FORT ST. JOHN, B.C. – Health Minister Adrian Dix says those who are not fully vaccinated are 60 times more likely to be hospitalized from COVID-19, and he doubled down by saying anyone arguing against vaccinations does not care about other people’s health.

Appearing on Moose Talks on Friday, Dix reinforced the push to increase vaccination rates in the north, as the region grapples with elevated cases, hospitalizations and ICU occupancy. The lack of ICU space has forced Northern Health to send COVID-19 patients to Metro Vancouver or Vancouver Island for ICU care.

“Last week, we announced significant new resources for retention and recruitment of health professionals, but that’s a long-term view,” said Dix. “What we’ve been talking about with Dan [Davies],  Mike [Bernier], Mayor [Lori] Ackerman, Mayor [Dale] Bumstead and others in the region is how we get vaccination rates up.”

Dix says, of the 148 people in critical care, 132 are unvaccinated.

The implementation of the BC Vaccine Card has had a noticeable effect on vaccination numbers in Fort St. John, but Dix says it still needs to be better.

“We want safe environments for people and we want to stop the transmission. But there is one path to do that, and that path is getting vaccinated. And really what people are saying when they’re trying to stop vaccination or protest against vaccinations, whatever their views are for themselves, they’re saying they don’t care about your health.”

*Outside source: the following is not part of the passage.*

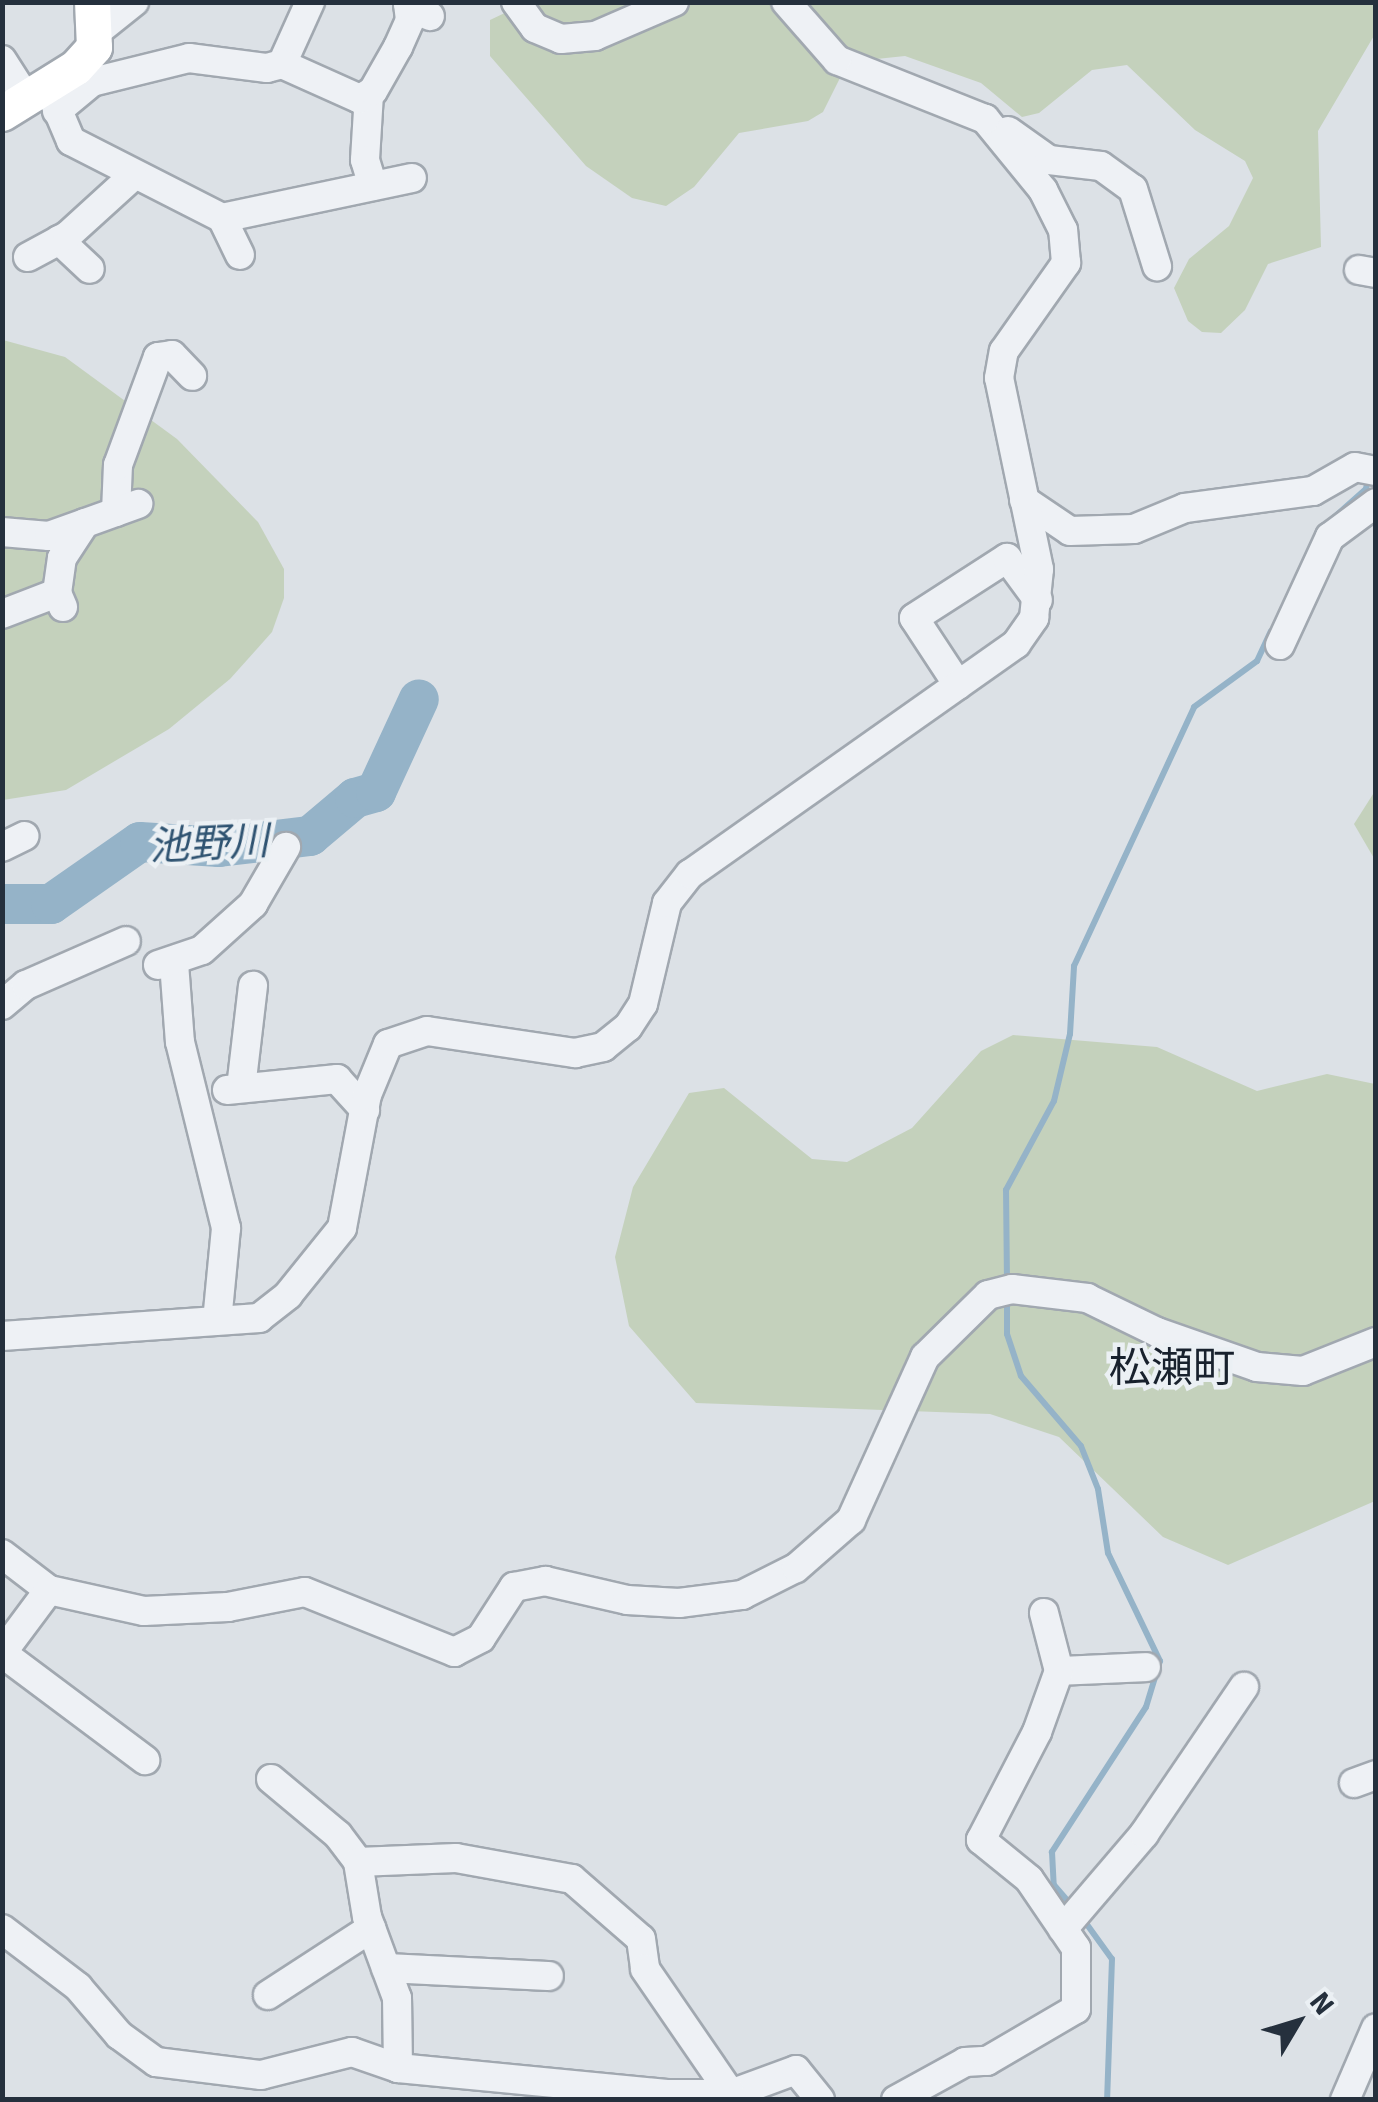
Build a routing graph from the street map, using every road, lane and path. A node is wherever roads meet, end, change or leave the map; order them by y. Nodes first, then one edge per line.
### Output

Dix says it’s going to be a hard four weeks for healthcare in the north, especially in the Peace region, as it takes a while to reduce transmission when is happening.

“There is a path forward. Right now, we can take these steps to help people and the people who get sick with COVID-19, unvaccinated or not, are getting the best health care in the world. And our health care workers are working full-out to give that, but they would rather be doing other things,” said Dix, alluding to the other healthcare services and procedures that are being put off while dealing with COVID-19 patients.

Nobody is being singled out or discriminated against, says Dix.

“Everyone gets the care. And we don’t judge when people make a mistake in their cars and they get injured. They come in and we give them care. There’s no discrimination for care. But it is frustrating to medivac people who are unvaccinated when the vaccination is available and free.”

When asked about the potential of further restrictions in the Northern Health region, Dix only mentions vaccination rates, the vaccine card and the mask mandate currently in place.